Abstract

ObjectivesWe attempted to define predictive factors for surgery in children with antenatal diagnosis of hydronephrosis that led to postnatal diagnosis of ureteropelvic junction (UPJ) obstruction. MethodsWe retrospectively evaluated our 16-yr experience (1988–2003) with 343 children (260 male and 83 female) with antenatal diagnosis of hydronephrosis that led to postnatal diagnosis of UPJ obstruction and who were followed conservatively. Right-sided hydronephrosis was present in 110 and left-sided in 233 children. According to the Society for Fetal Urology (SFU) classification none had grade 0 of postnatal hydronephrosis, 20 had grade 1, 118 grade 2, 147 grade 3, and the remaining 58 children grade 4 postnatal hydronephrosis. Relative renal function (RRF) on radionuclide scans revealed 235 children with RRF>40%, 68 with RRF between 30% and 40%, and 40 patients with RRF<30%. Renal function deterioration >5% was the main indication for surgery.

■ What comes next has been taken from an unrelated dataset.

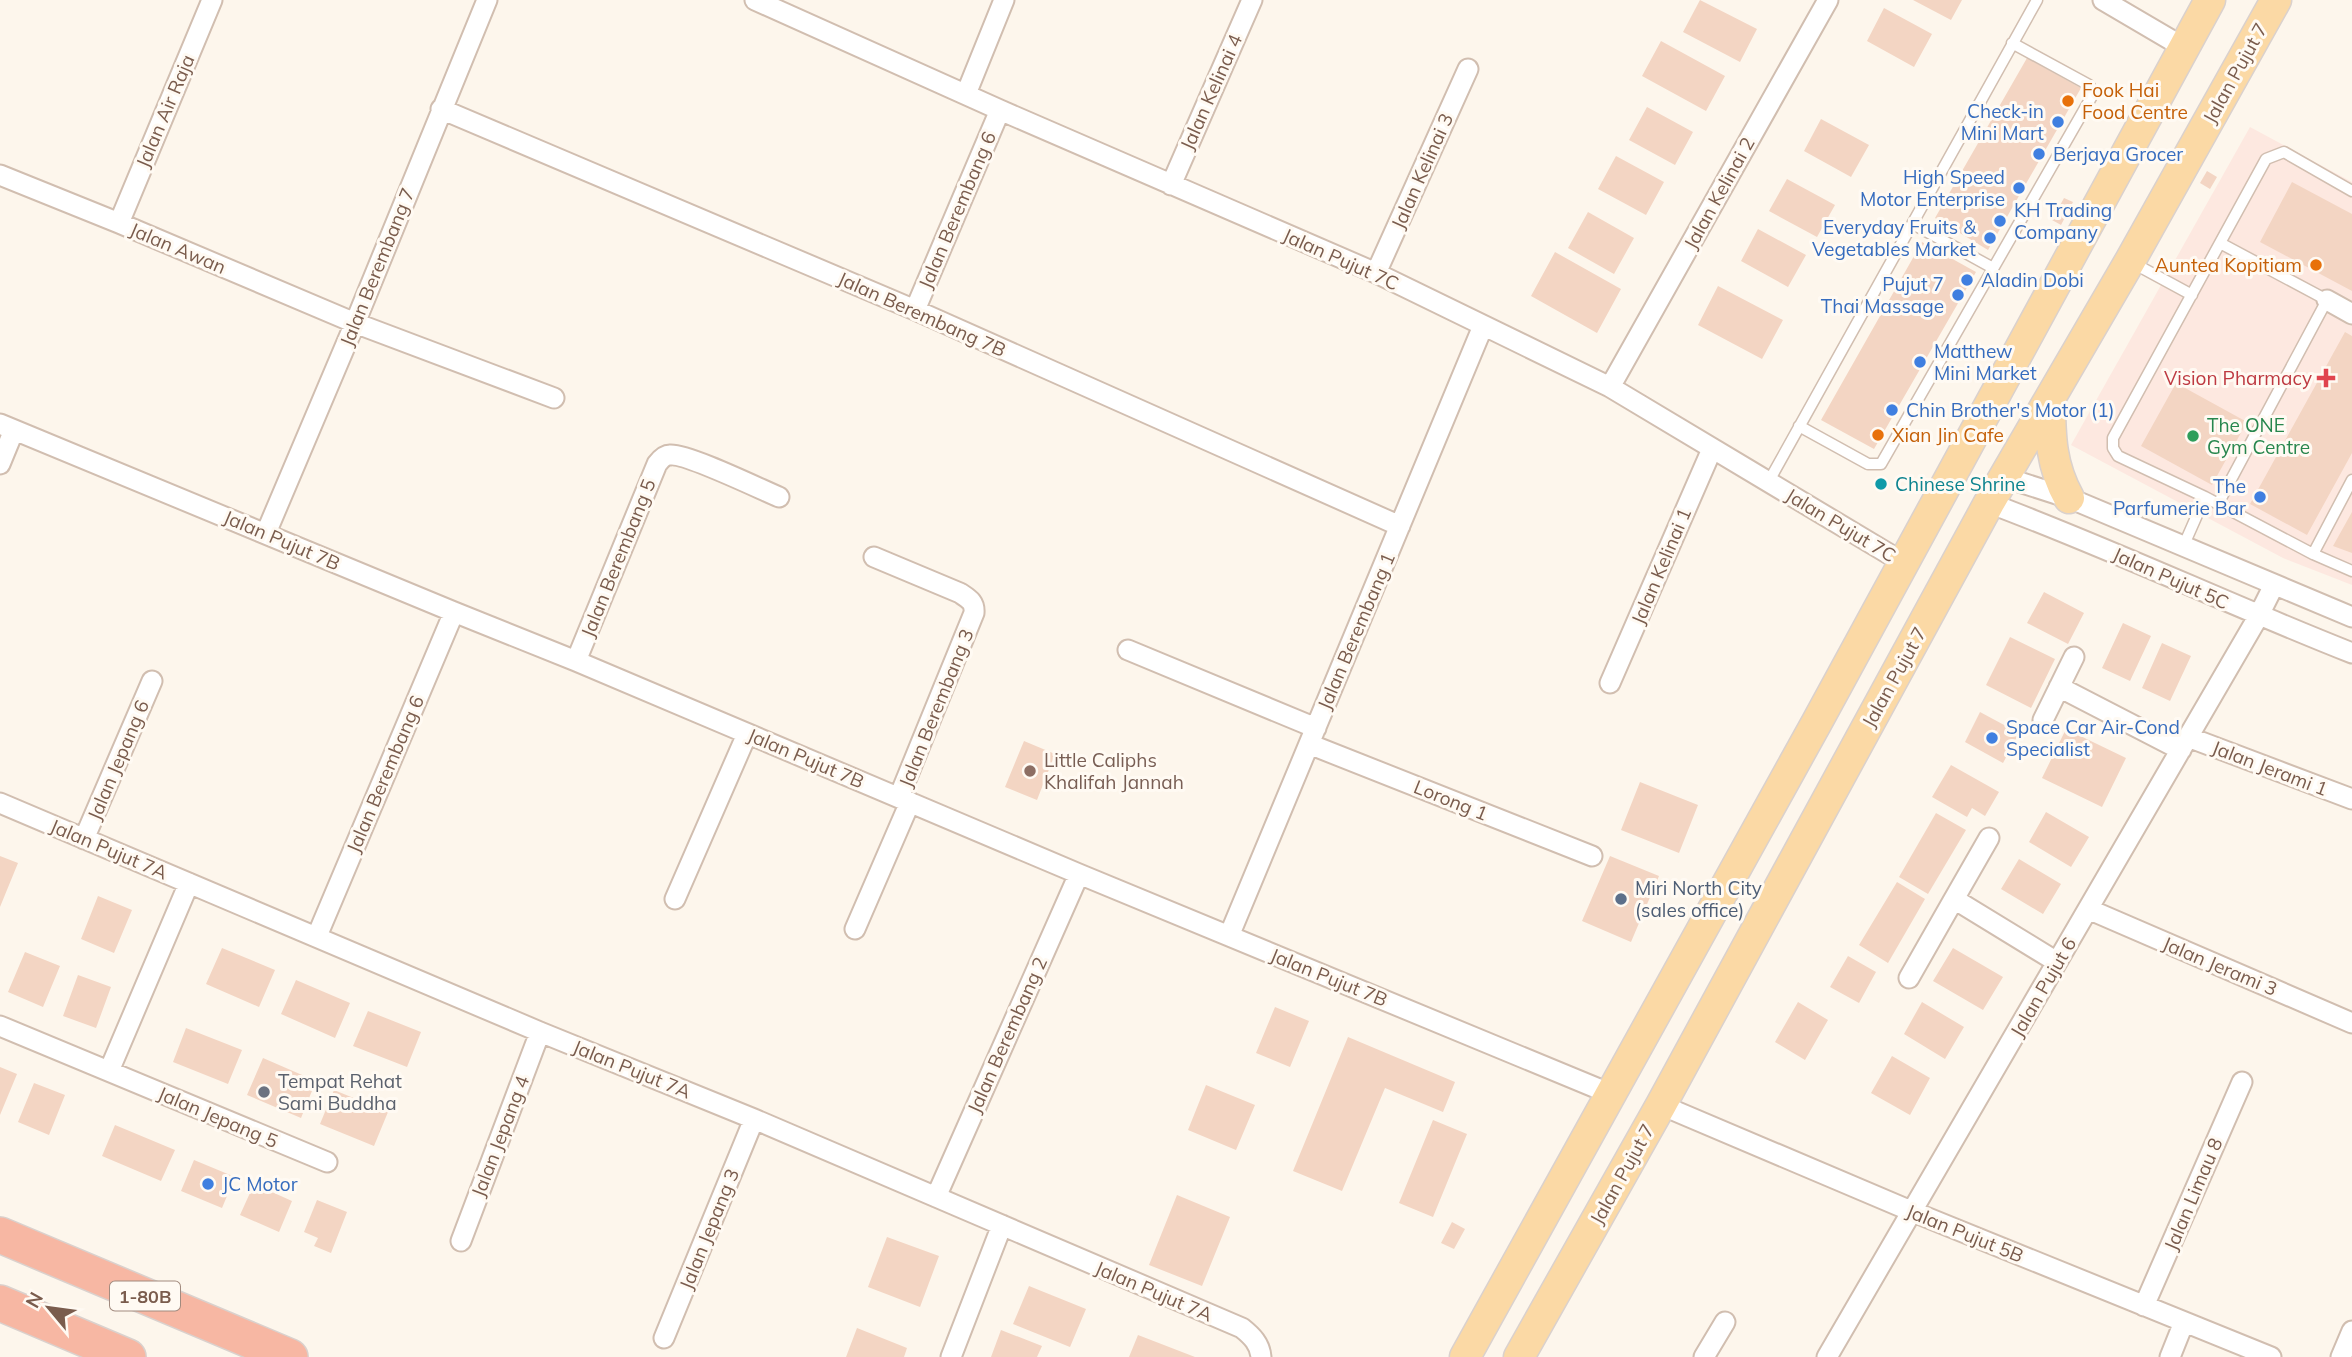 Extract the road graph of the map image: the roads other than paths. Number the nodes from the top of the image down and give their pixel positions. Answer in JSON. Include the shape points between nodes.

Commercially available software GraphPad Prism 4.0 (GraphPad prism, Prism 4 for Windows, version 4) using the Fisher exact test was used for statistical evaluation. ResultsSurgical correction was needed in 179 children (52.2%) during the course of conservative management. The average age at surgery was 10.6 mo (range, 1 mo to 7 yr). Of those, 50% underwent surgery during the first 2 yr of life and the majority of the remaining patients underwent surgery between the 2 and 4 yr of age; only two patients required surgery later on. Univariate analysis revealed that child sex, side of hydronephrosis, and SFU grade of prenatal hydronephrosis were not significant predictive factors for surgery. However, SFU grade 3–4 of postnatal hydronephrosis (p<0.0001; odds ratio, 0.06281) and RRF<40% (p<0.0001; odds ratio, 0.1022) were significant independent risk factors for surgery. ConclusionIn contrast with previous publications by others and by us these data show that >50% of children with antenatal diagnosis of UPJ obstruction in this series required surgical correction while on conservative protocol. SFU grade 3–4 of postnatal hydronephrosis and RRF<40% are significant independent predictive factors for surgery.